(DATA FOR THIS TASK)

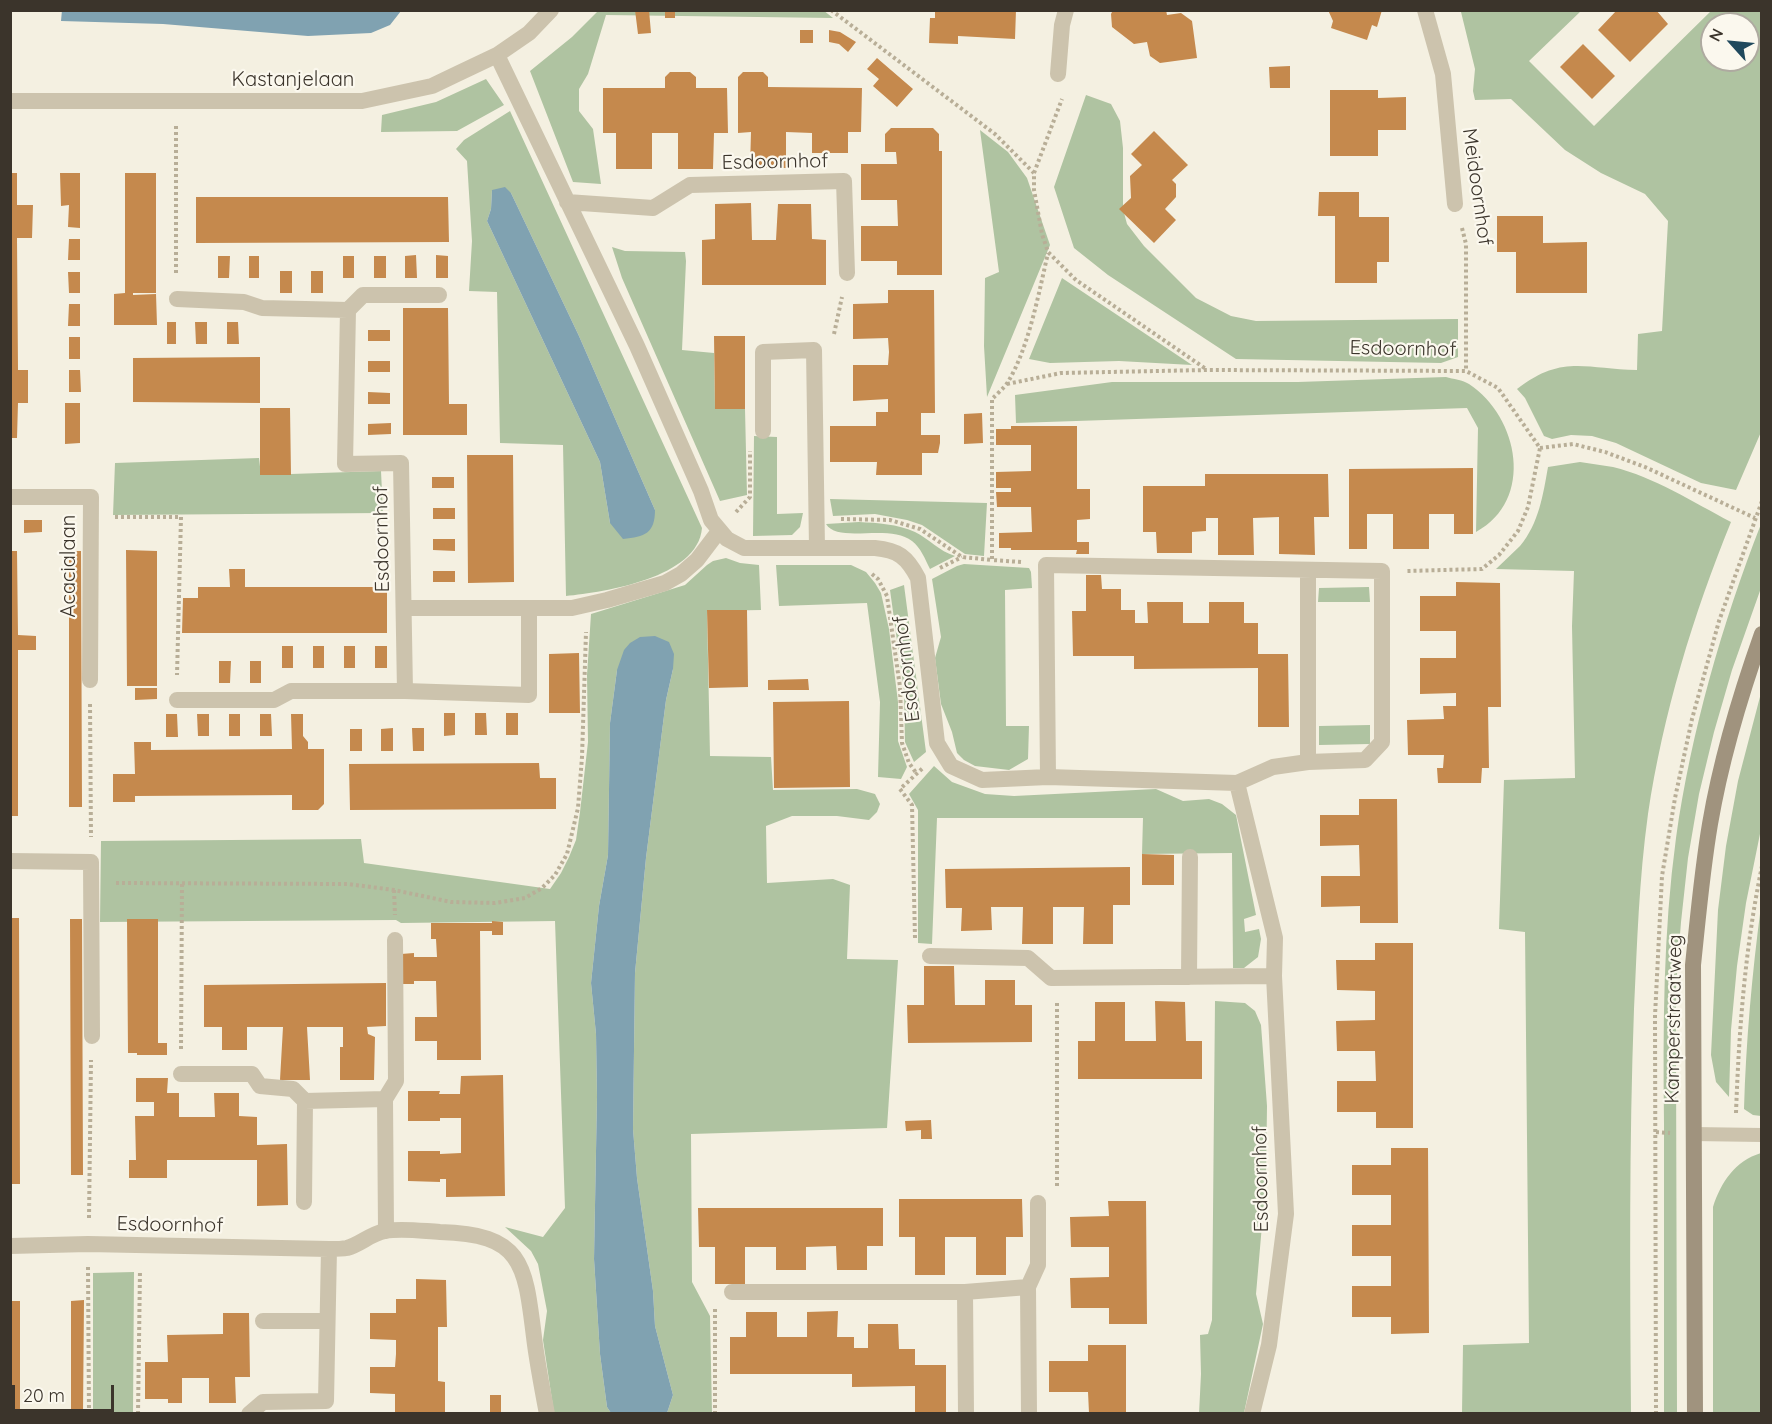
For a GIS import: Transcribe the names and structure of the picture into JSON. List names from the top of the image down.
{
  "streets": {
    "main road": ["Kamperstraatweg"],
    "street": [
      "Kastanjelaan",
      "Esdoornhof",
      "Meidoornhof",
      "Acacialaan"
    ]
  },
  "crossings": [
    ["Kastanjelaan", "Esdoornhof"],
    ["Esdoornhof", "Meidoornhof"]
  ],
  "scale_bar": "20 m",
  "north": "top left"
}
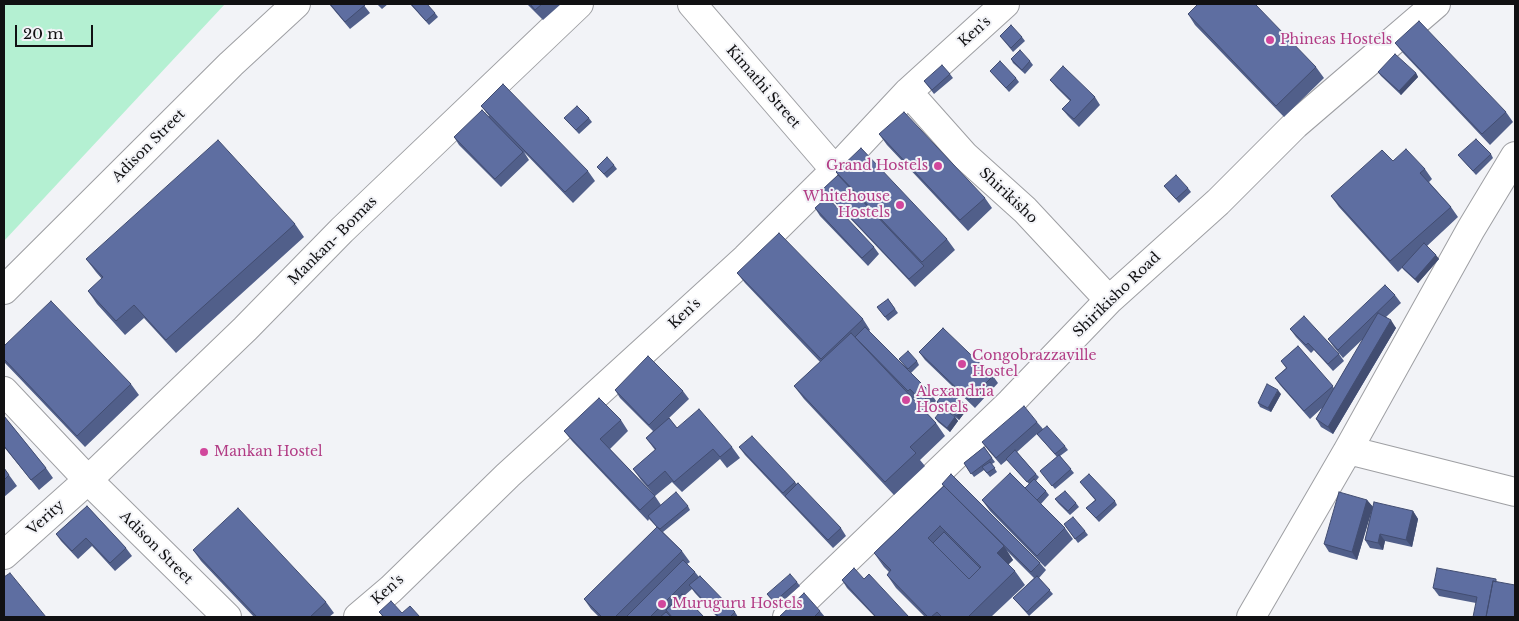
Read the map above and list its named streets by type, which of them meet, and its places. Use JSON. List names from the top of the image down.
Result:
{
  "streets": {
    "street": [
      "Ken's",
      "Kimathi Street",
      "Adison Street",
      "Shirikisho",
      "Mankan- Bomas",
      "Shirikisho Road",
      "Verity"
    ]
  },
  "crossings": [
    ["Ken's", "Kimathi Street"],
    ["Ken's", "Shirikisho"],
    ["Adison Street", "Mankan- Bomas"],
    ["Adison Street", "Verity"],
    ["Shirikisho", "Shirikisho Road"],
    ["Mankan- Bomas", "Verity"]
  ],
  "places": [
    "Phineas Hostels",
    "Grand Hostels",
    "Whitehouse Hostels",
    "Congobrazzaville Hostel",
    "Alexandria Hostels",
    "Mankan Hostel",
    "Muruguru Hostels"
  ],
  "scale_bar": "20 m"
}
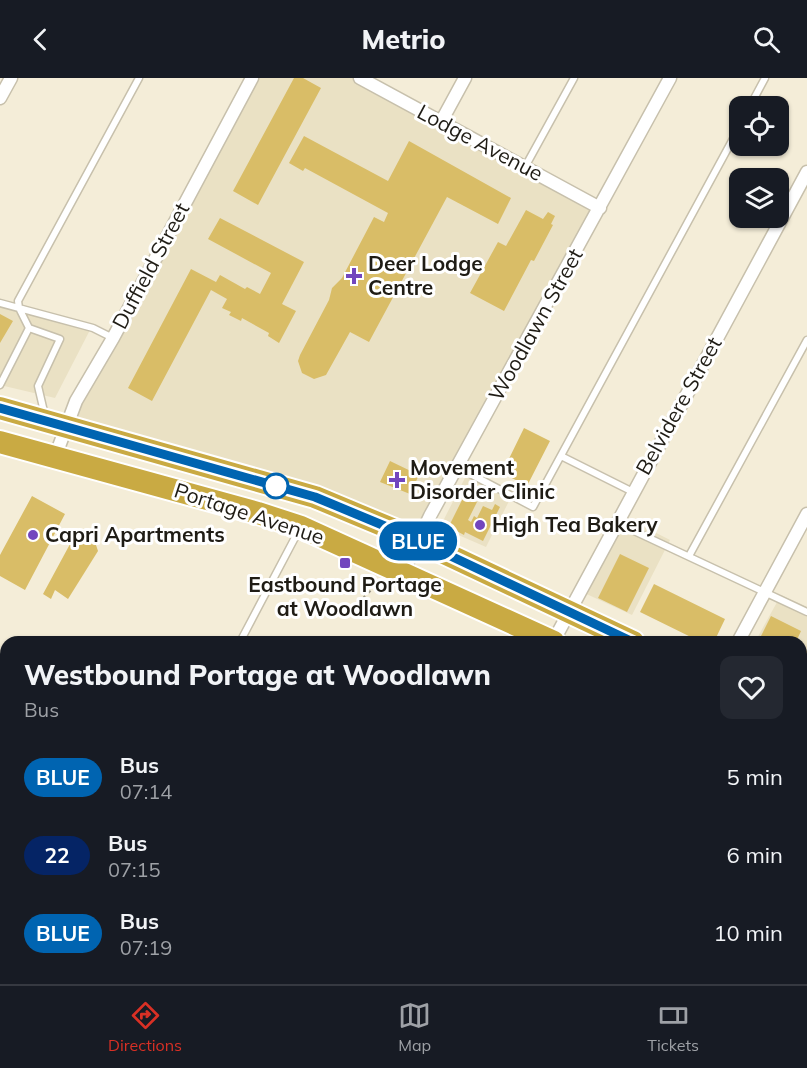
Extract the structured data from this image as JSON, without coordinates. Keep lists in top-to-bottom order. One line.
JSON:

(End DATA FOR THIS TASK)

WHAT YOU NEED TO DO: Once the pictures are removed, set down what remains of the entries above exactly.

SOLUTION FOR THIS PROBLEM:
For a GIS import: Transcribe the names and structure of the picture into JSON. List names from the top of the image down.
{
  "streets": {
    "main road": ["Kamperstraatweg"],
    "street": [
      "Kastanjelaan",
      "Esdoornhof",
      "Meidoornhof",
      "Acacialaan"
    ]
  },
  "crossings": [
    ["Kastanjelaan", "Esdoornhof"],
    ["Esdoornhof", "Meidoornhof"]
  ],
  "scale_bar": "20 m",
  "north": "top left"
}
Read the map above and list its named streets by type, which of them meet, and its places. Use JSON. List names from the top of the image down.
Result:
{
  "streets": {
    "street": [
      "Ken's",
      "Kimathi Street",
      "Adison Street",
      "Shirikisho",
      "Mankan- Bomas",
      "Shirikisho Road",
      "Verity"
    ]
  },
  "crossings": [
    ["Ken's", "Kimathi Street"],
    ["Ken's", "Shirikisho"],
    ["Adison Street", "Mankan- Bomas"],
    ["Adison Street", "Verity"],
    ["Shirikisho", "Shirikisho Road"],
    ["Mankan- Bomas", "Verity"]
  ],
  "places": [
    "Phineas Hostels",
    "Grand Hostels",
    "Whitehouse Hostels",
    "Congobrazzaville Hostel",
    "Alexandria Hostels",
    "Mankan Hostel",
    "Muruguru Hostels"
  ],
  "scale_bar": "20 m"
}
Extract the structured data from this image as JSON, without coordinates. Keep lists in top-to-bottom order. One line.
JSON:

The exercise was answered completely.